Comment raconter une enfance authentique quand on est devenu un vieux nabab intouchable ?

A l'issue du film que j'ai trouvé terriblement long, au rythme décousu, ce qui me chagrine le plus (sans me surprendre de la part de Spielberg qui a la légèreté d'un pachyderme quand il s'agit de faire dans le drame ou la psychologie) c'est de l'avoir trouvé aussi factice, aussi insincère.

C'est comme si Spielberg avait tiré son inspiration, non pas de son propre vécu, mais seulement de l'exégèse de ses oeuvres par les critiques qui pouvaient déduire ici ou là ses obsessions, ses traumas.

L'exemple le plus troublant, c'est cette interview mémorable par James Lipton, où le journaliste établit un lien direct entre l'histoire familiale de Spielberg, avec un père informaticien et une mère pianiste, et le scénario de Rencontres du 3ème type. Spielberg est totalement séché et avoue que jusqu'à cette interview, il ne s'en était jamais rendu compte. Il n'en avait pas conscience, cela s'est traduit dans le film mais sans avoir été intellectualisé, prémédité, et c'est précisément cela qui créé de l'authenticité.
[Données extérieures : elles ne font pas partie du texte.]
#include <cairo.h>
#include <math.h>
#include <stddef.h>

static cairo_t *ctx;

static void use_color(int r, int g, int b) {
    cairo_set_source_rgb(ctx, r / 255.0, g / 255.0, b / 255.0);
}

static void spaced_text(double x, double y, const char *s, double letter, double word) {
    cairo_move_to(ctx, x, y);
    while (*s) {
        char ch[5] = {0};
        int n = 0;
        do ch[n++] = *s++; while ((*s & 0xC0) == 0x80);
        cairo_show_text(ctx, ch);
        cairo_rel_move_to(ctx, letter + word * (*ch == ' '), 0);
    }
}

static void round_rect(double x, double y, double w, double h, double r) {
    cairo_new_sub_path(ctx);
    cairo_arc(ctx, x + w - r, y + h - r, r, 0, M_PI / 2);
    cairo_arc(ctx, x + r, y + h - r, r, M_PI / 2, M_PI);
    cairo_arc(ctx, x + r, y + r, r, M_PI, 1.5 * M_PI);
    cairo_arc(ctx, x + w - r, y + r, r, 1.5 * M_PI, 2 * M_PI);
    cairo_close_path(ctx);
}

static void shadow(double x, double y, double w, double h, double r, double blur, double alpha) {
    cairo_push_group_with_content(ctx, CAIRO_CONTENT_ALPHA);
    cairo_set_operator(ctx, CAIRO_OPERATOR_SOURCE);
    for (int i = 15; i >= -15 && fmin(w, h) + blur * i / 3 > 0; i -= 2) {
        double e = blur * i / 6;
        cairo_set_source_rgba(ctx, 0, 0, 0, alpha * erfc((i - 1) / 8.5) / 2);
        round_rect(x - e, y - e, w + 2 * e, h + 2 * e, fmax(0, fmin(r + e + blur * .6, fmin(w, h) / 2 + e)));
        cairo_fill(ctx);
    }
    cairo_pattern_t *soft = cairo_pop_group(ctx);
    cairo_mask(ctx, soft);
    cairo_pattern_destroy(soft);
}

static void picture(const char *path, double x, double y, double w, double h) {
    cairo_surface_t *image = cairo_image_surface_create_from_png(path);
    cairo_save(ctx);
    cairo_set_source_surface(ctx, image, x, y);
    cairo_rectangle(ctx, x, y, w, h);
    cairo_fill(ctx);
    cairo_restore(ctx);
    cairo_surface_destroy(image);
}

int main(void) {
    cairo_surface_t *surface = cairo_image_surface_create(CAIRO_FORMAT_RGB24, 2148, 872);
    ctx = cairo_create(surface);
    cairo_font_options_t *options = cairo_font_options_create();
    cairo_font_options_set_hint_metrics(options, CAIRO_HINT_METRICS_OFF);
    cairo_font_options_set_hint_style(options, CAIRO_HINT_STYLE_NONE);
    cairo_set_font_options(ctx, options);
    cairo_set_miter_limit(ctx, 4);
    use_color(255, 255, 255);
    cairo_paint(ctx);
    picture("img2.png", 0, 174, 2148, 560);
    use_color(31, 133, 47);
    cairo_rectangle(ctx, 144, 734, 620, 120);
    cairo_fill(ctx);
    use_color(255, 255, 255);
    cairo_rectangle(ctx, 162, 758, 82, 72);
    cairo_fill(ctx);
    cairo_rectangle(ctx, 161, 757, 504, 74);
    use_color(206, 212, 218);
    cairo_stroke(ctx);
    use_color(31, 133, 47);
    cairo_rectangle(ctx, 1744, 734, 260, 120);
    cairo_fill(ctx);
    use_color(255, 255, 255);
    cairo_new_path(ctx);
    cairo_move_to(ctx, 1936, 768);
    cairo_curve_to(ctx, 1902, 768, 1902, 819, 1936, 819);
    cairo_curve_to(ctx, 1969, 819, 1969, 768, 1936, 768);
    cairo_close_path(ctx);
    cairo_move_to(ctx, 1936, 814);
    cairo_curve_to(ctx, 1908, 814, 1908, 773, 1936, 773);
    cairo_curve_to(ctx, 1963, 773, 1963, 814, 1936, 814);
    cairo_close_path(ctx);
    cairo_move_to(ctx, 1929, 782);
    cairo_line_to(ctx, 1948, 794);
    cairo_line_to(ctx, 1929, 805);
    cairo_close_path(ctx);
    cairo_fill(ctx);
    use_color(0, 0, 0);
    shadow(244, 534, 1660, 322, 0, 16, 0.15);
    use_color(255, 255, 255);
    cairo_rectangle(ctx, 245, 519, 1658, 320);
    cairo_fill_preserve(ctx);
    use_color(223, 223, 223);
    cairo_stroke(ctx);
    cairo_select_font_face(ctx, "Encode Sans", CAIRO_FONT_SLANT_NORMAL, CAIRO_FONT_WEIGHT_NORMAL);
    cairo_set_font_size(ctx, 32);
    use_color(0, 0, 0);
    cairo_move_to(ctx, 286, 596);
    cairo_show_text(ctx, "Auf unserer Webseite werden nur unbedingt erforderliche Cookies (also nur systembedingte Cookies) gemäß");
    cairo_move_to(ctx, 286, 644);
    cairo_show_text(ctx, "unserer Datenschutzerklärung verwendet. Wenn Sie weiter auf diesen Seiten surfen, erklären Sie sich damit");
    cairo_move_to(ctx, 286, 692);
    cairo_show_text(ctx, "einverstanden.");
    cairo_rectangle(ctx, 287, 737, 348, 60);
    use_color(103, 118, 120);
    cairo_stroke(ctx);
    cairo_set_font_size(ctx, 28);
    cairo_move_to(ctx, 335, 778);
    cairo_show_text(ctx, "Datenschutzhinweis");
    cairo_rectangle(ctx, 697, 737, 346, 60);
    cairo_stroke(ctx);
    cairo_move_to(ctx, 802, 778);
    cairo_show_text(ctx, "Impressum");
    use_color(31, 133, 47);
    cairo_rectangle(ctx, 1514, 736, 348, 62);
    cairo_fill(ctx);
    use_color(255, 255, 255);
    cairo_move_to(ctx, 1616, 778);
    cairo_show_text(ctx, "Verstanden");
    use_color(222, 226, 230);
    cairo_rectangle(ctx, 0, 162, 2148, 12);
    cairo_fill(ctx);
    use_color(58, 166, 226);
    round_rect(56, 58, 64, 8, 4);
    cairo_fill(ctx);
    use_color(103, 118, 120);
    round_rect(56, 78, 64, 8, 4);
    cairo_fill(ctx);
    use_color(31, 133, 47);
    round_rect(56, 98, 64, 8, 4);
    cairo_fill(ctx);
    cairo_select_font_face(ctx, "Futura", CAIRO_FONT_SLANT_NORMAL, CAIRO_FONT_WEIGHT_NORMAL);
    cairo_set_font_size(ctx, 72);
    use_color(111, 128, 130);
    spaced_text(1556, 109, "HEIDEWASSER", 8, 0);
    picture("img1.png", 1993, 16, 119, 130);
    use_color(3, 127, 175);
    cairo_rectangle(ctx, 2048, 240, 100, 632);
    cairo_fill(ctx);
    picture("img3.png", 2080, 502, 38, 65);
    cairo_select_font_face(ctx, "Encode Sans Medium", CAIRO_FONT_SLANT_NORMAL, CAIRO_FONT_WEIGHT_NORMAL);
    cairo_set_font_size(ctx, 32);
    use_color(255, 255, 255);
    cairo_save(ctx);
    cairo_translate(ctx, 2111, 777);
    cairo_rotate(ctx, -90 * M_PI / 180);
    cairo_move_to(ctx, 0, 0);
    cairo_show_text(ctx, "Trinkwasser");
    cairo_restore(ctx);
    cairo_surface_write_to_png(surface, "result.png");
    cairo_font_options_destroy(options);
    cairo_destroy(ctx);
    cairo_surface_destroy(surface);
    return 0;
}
A partir du moment où l'on a expliqué à Spielberg que tous ses films traduisaient en creux ses traumas familiaux et ses rapports avec ses parents et ses soeurs, ce couillon va vouloir rétrospectivement tout expliquer de sa vie suivant ce prisme, avec une emphase globalement insupportable, comme si le moindre événement anecdotique de sa vie d'insipide avait eu des conséquences extraordinaires sur son monde, et indirectement sur le nôtre.

Je repense à cette scène grotesque où le pauvre Spielby prend une "baffe" de sa maman dans le dos, et ça lui laisse une marque rouge, ce qui l'indispose pour participer à un concours de natation. Quelle misère, c'est bien malheureux qu'il n'ait pas connu les coups de ceintures ou de fougères, le chef d'oeuvre qu'on a dû louper...

Le traitement est d'un classicisme effroyable, les séquences fades s'enchaînent sans lien ni passion avec une musique dégoulinante (dont beaucoup de violons à la cons pour tenter de générer une émotion qui n'arrive jamais), une absence de sortie de route, de rupture, et un train qui finalement ne déraille jamais. Il faut en outre supporter une Michelle Williams bizarrement bouffie, constamment grimaçante et globalement insupportable. Paul Dano est plus en retrait, ce qui n'est pas un mal étant donné sa capacité au surjeu abominable.

0 empathie pour le gamin qui interprète Spielby, tant le personnage est inintéressant. Une sorte de victime plaintive et chétive (elle aussi grimaçante), dont on a un mal fou à imaginer que ce personnage-là tel que raconté puisse débarquer et réaliser des films aussi percutants et inspirés en début de carrière.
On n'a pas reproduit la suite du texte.